November 14th, 2007 | Category: nostalgia

During the fall of 1998, I worked for a company called Electronic Merchant Services. It was one of those terrific careers that afforded people to sit on the phone all the livelong day, trying to con businesses into checking out their credit card machines. I got this job right on the heels of losing my telemarketing gig at Olan Mills once our call center was shut down, and my manager there — Gladys — became my fellow co-worker at EMS. Naturally, we sat together, and in spite of our burgeoning age gap (she could have been my mother), we would giggle our way through the eight hour shift.
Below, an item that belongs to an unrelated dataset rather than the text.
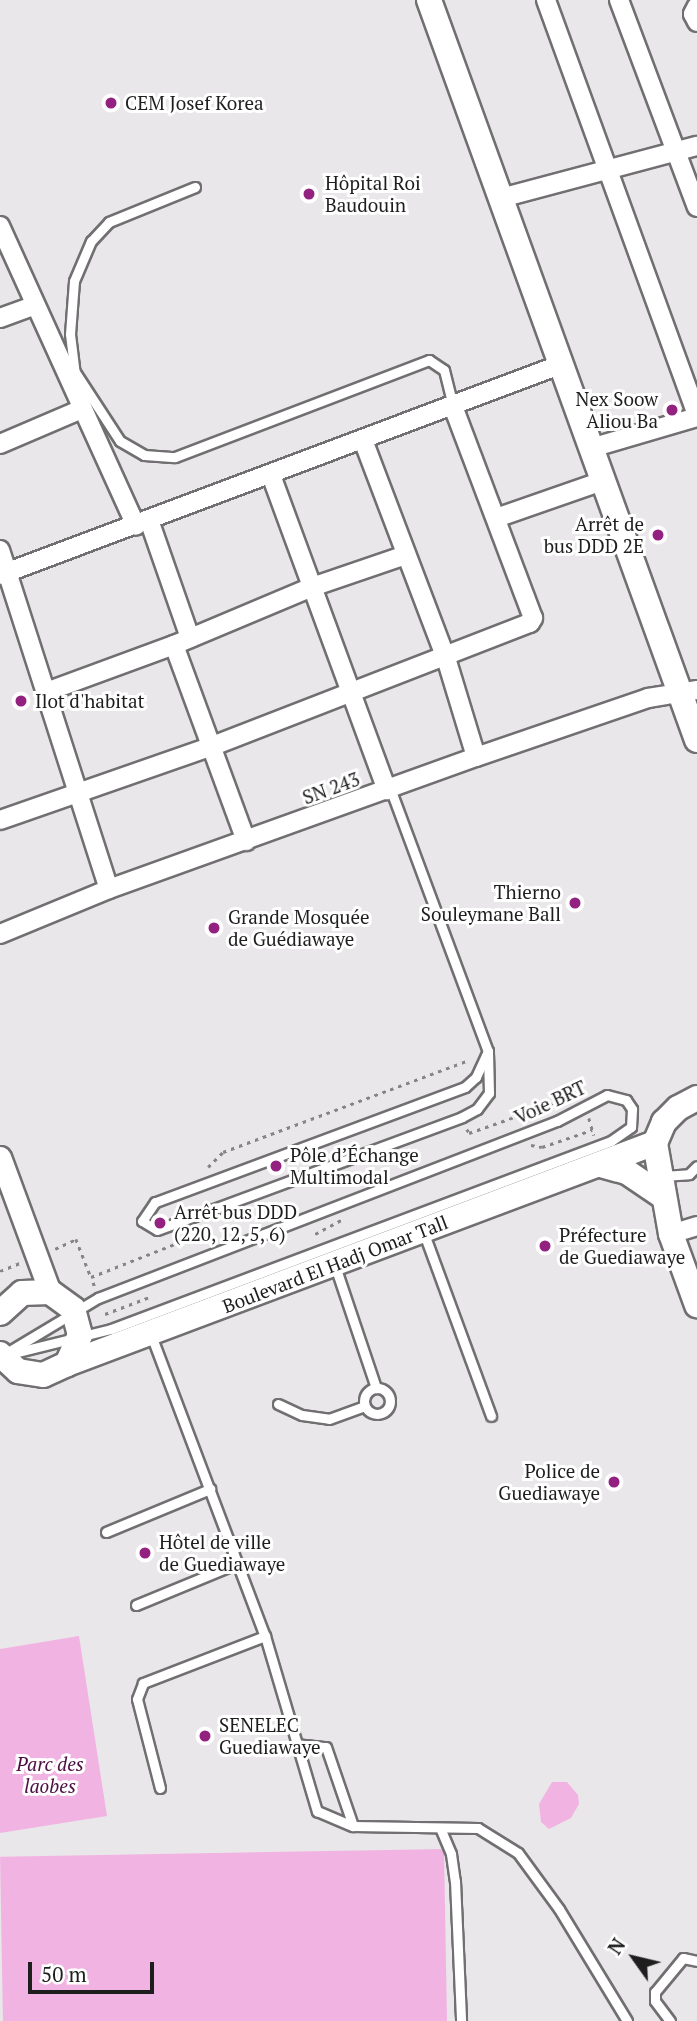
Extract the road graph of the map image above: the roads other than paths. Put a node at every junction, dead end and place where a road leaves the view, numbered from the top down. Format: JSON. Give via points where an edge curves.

Until our boss separated us.

I was struggling to bait business owners, so Gladys rose to the occasion and suggested that I call the businesses that interested me. I eschewed the cold-call sheet and flipped open the Yellow Pages to display the tattoo shops. Left and right, I was engaging them into scheduling appointments with our technicians.

One day, I called a place called The Hole 2, located in Butler, PA. After smalltalking with the owner for much longer past the ethical amount of deal-sealing time, I was promising Jay that I’d stop in that week for him to give me a discounted tattoo. How could I say no to that? Plus, he told me to sign him up for a terminal.

I wore a red cropped sweater with an exaggerated cowl neck, and a black camisole underneath. I always remember what I wore.

It took me about an hour to get to Butler, and that was the longest I’d ever driven alone in my Eagle Talon. The mix tape I played had a myriad of staples of 1998: Stabbing Westward, Marilyn Manson, Korn, Placebo, Tool, NIN and Soundgarden, plus a DMX track for good urban-vibing measure. (My tastes were a bit metallic-lite back then.)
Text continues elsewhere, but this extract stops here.